I arrived at the Alausa, Ikeja passport office of the Nigerian Immigration Service, NIS, at 6:50 a.m. on Friday June 23 in heeding to the advice of a friend who initially kicked against my mission.
‘You have to get there early, people start to queue as early as 5:30 a.m.,” my friend had said.
The cloud was pregnant on this day, thus creating a gloomy picture of the sky; a picture which largely mirrored my seemingly impossible mission – fact-finding on the dichotomy in the amount quoted online against the real amount of acquiring an international passport; and uncovering other acts of corruption in the passport offices.
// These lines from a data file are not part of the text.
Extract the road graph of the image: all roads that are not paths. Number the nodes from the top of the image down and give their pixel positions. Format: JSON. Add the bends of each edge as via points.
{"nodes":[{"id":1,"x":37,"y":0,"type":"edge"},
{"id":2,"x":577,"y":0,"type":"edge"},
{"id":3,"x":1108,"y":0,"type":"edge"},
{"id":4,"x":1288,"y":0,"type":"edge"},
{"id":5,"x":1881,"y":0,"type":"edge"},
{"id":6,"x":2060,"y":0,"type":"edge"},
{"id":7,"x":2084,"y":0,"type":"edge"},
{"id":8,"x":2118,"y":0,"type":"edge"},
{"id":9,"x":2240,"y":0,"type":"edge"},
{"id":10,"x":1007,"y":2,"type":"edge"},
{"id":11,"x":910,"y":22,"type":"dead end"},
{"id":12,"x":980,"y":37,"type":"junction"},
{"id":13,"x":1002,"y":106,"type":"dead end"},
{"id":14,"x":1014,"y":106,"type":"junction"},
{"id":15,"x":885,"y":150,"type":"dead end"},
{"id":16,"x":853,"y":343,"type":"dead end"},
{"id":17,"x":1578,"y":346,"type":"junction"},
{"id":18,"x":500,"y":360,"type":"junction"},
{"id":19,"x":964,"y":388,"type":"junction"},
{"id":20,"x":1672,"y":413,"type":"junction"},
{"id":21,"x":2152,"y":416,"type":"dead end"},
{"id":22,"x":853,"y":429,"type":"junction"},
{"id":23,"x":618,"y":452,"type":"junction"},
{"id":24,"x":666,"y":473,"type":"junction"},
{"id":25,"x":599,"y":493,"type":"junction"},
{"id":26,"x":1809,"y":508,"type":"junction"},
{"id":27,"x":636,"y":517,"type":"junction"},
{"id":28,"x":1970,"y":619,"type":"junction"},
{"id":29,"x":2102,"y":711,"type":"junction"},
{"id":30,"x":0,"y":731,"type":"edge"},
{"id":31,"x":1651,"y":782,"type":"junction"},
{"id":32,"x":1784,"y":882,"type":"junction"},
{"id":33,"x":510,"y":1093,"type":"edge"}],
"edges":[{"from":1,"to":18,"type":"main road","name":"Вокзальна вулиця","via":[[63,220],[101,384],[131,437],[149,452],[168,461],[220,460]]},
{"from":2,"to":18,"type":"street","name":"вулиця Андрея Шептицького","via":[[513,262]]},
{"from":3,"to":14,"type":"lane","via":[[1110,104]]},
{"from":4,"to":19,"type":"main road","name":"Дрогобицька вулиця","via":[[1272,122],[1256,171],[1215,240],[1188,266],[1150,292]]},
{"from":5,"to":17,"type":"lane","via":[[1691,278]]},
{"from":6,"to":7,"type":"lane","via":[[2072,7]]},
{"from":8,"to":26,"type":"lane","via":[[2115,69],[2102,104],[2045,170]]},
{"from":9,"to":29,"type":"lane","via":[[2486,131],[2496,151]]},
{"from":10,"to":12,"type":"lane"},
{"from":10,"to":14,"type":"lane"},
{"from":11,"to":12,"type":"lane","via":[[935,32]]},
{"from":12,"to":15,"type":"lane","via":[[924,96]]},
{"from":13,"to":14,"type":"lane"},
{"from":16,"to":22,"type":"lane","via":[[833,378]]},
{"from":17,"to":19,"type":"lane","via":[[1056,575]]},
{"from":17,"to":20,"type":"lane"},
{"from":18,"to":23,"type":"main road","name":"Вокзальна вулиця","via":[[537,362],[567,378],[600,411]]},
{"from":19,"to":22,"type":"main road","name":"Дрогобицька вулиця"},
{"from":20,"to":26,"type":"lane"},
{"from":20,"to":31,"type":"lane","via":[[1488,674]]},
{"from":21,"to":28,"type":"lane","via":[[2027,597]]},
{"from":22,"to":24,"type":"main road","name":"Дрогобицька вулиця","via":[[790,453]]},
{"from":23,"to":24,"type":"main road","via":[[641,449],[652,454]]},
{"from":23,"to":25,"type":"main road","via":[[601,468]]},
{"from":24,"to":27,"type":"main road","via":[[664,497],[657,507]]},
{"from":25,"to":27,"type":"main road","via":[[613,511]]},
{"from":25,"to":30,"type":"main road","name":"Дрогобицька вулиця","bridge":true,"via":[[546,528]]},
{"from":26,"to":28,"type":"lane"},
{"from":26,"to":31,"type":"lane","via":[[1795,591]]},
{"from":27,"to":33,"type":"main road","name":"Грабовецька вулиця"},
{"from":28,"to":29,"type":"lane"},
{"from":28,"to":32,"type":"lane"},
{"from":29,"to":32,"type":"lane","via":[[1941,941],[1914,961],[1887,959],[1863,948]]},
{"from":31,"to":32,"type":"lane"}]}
Almost every time I informed a colleague or relative of my intention to acquire an international passport, I was usually greeted with an all-too-familiar reaction: “Can you pay this amount? I got mine in just one day through so, so, so and so person.’’
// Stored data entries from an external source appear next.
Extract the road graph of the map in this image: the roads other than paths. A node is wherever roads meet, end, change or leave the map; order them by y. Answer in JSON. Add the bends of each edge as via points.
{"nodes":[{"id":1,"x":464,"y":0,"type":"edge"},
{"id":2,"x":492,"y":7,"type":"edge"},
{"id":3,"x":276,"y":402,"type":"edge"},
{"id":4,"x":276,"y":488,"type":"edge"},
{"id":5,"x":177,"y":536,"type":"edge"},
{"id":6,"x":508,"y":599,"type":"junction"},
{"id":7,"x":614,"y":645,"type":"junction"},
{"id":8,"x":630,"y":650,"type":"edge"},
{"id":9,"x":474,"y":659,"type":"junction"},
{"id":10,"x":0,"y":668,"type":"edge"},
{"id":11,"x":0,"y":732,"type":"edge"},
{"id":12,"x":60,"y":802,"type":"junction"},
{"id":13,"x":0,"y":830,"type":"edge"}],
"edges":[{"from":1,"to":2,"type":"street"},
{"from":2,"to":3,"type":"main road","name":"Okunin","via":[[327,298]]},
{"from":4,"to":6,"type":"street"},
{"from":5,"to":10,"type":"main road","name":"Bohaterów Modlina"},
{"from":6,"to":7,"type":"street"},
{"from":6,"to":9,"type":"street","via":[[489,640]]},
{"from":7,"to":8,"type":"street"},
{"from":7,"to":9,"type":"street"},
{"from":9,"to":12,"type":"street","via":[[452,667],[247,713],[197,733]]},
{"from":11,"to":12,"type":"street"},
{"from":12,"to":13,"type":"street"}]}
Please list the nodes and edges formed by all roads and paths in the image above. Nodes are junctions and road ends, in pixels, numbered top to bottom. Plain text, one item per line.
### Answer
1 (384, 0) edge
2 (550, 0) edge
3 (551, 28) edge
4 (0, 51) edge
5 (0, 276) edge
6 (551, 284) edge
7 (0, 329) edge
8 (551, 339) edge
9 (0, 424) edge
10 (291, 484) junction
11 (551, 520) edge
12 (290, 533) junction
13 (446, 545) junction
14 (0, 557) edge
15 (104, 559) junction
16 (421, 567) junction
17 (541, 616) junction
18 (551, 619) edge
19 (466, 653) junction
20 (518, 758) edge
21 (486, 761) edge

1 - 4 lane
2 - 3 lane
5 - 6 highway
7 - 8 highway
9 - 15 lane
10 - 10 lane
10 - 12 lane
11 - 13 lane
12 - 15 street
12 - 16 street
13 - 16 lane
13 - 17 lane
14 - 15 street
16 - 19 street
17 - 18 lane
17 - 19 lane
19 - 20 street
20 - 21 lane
Other times, the conversation took the form of “Okay, I know one immigration officer who helped my friend facilitate his and he was issued the next day, here’s his number – ring him up or brace yourself up for a long, long wait at their office.”
The day’s business was yet to commence as the door of the main building remained shut when I arrived at the office. However, there was a security guard, a middle-aged man wearied by the pressure of age, checking prospective applicants in, giving them numbers. The numbers made them eligible to a tag which determined how early they would be attended to.
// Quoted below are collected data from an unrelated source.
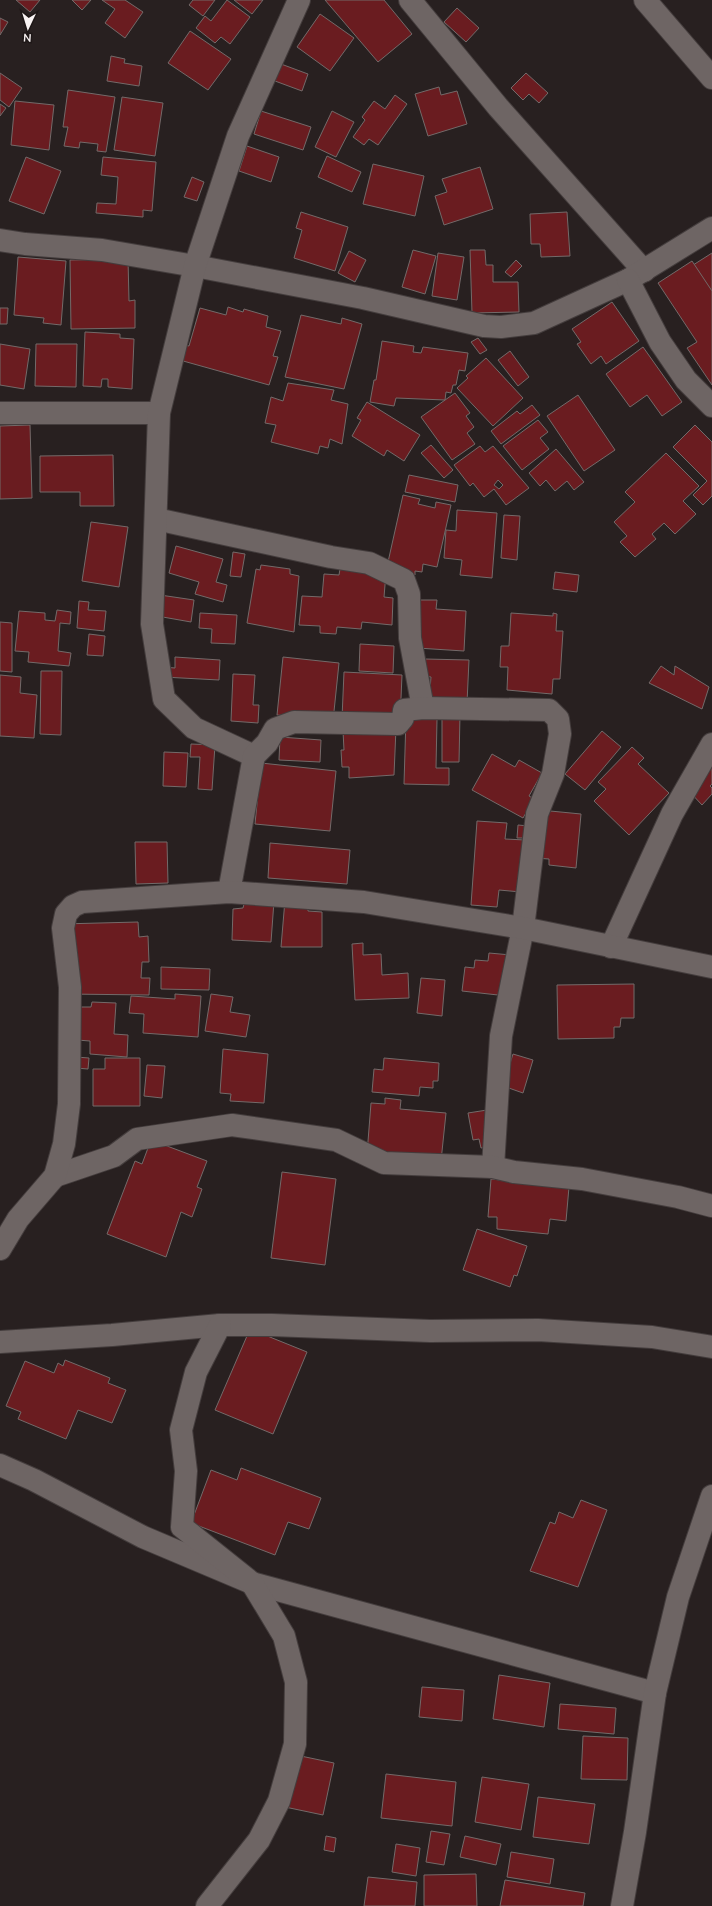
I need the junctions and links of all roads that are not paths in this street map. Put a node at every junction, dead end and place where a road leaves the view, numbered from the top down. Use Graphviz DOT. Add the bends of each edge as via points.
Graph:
graph roads {
  1 [pos="300,0"];
  2 [pos="410,0"];
  3 [pos="645,0"];
  4 [pos="712,78"];
  5 [pos="712,228"];
  6 [pos="0,240"];
  7 [pos="196,266"];
  8 [pos="636,276"];
  9 [pos="712,406"];
  10 [pos="0,413"];
  11 [pos="159,413"];
  12 [pos="156,518"];
  13 [pos="423,708"];
  14 [pos="712,744"];
  15 [pos="254,756"];
  16 [pos="229,892"];
  17 [pos="523,928"];
  18 [pos="611,947"];
  19 [pos="712,967"];
  20 [pos="493,1167"];
  21 [pos="56,1176"];
  22 [pos="712,1206"];
  23 [pos="0,1249"];
  24 [pos="220,1324"];
  25 [pos="0,1342"];
  26 [pos="712,1347"];
  27 [pos="0,1465"];
  28 [pos="712,1496"];
  29 [pos="252,1583"];
  30 [pos="655,1693"];
  31 [pos="207,1906"];
  32 [pos="622,1906"];
  1 -- 7 [label="street" via="238,136"];
  2 -- 8 [label="street"];
  3 -- 4 [label="street"];
  5 -- 8 [label="street"];
  6 -- 7 [label="street" via="102,250"];
  7 -- 8 [label="street" via="363,298 484,326 501,327 534,323"];
  7 -- 11 [label="street"];
  8 -- 9 [label="street" via="660,342 686,380"];
  10 -- 11 [label="street"];
  11 -- 12 [label="street"];
  12 -- 13 [label="street" via="369,563 404,580 409,594 410,638"];
  12 -- 15 [label="street" via="152,624 164,698 194,728"];
  13 -- 15 [label="street" via="404,710 403,718 398,724 294,722 275,729 268,743"];
  13 -- 17 [label="street" via="549,710 558,719 560,734 552,774 537,814"];
  14 -- 18 [label="street" via="672,814"];
  15 -- 16 [label="street"];
  16 -- 17 [label="street" via="364,902"];
  16 -- 21 [label="street" via="82,902 73,906 66,914 63,928 70,987 69,1104 64,1144"];
  17 -- 18 [label="street"];
  17 -- 20 [label="street" via="501,1036"];
  18 -- 19 [label="street"];
  20 -- 21 [label="street" via="384,1164 336,1140 232,1125 137,1139 114,1156"];
  20 -- 22 [label="street" via="589,1181 678,1197"];
  21 -- 23 [label="street" via="18,1219"];
  24 -- 25 [label="street" via="112,1335"];
  24 -- 26 [label="street" via="430,1331 538,1330 652,1337"];
  24 -- 29 [label="street" via="196,1372 181,1430 186,1472 182,1527"];
  27 -- 29 [label="street" via="142,1537"];
  28 -- 30 [label="street" via="678,1597"];
  29 -- 30 [label="street"];
  29 -- 31 [label="street" via="284,1636 296,1682 295,1744 279,1801 259,1840"];
  30 -- 32 [label="street"];
}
It was now 7:20 a.m. and photographers who also operate as touts in the surrounding buildings had started arriving.
THE IDEAL
According to the Act establishing it, the Nigeria Immigration Service has as its core mandate: control of persons entering or leaving Nigeria; issuance of travel documents to bonafide Nigerians in and outside Nigeria; issuance of residence permits to foreigners in Nigeria; and border surveillance and patrol.
However, the second mandate, which includes the issuance of international passport – a traveling document required by Nigerians to gain access to and cross other country’s borders – has reportedly been fraught with barefaced racketeering over the years.
According to the information posted on NIS website, a 32-page passport for ages 0-17 and 60 years and above goes for ₦10,750 (₦8,750 for Passport Booklet, ₦2,000 for Address Verification Fee) while that of citizens between ages 18-60 is issued at ₦17,000 (₦15,000 for Passport Booklet, ₦2,000 for Address Verification Fee).
The 64-page booklet passport, on the other hand, goes for ₦10,750 and ₦22,000 for persons between ages 0-17 and 60 years and above and 18-60 respectively.
This is the paragon, but the reality which stared me in the face on this early Friday morning transcended the imaginable.
THE MORE YOU LOOK, THE LESS YOU SEE
I approach one of the photographers on ground called Sunday and told him I needed a passport. Sunday, who combines photography with ‘touting,’ explained how he would ‘help’ me, from registering online to filing and capturing, all to be supervised by an ‘officer’ who would get me the passport in little or no time.
“We have the 32-page passport and the 64-page, but I advise you go for the 64-page if you want it quick. For the 32-page, I can do it for N28, 000 but the 64-page is not less than N35, 000,’’ Sunday explained, smartly prodding his first customer for the day to paying the maximum.
THE 64-PAGE ‘ABOVE’ 32-PAGE?
“There is a scarcity of the 32-page booklet in Nigeria, and it’s not as if they didn’t produce from the country where it is being imported. They are producing it but the dollar rate has prevented Immigration from buying more, and the price we charge here is still the same.’’
To get more out of Sunday, I assumed the role of an agent.
I informed him that my customers were four but that he had to give me some level of assurance before we finalised the deal.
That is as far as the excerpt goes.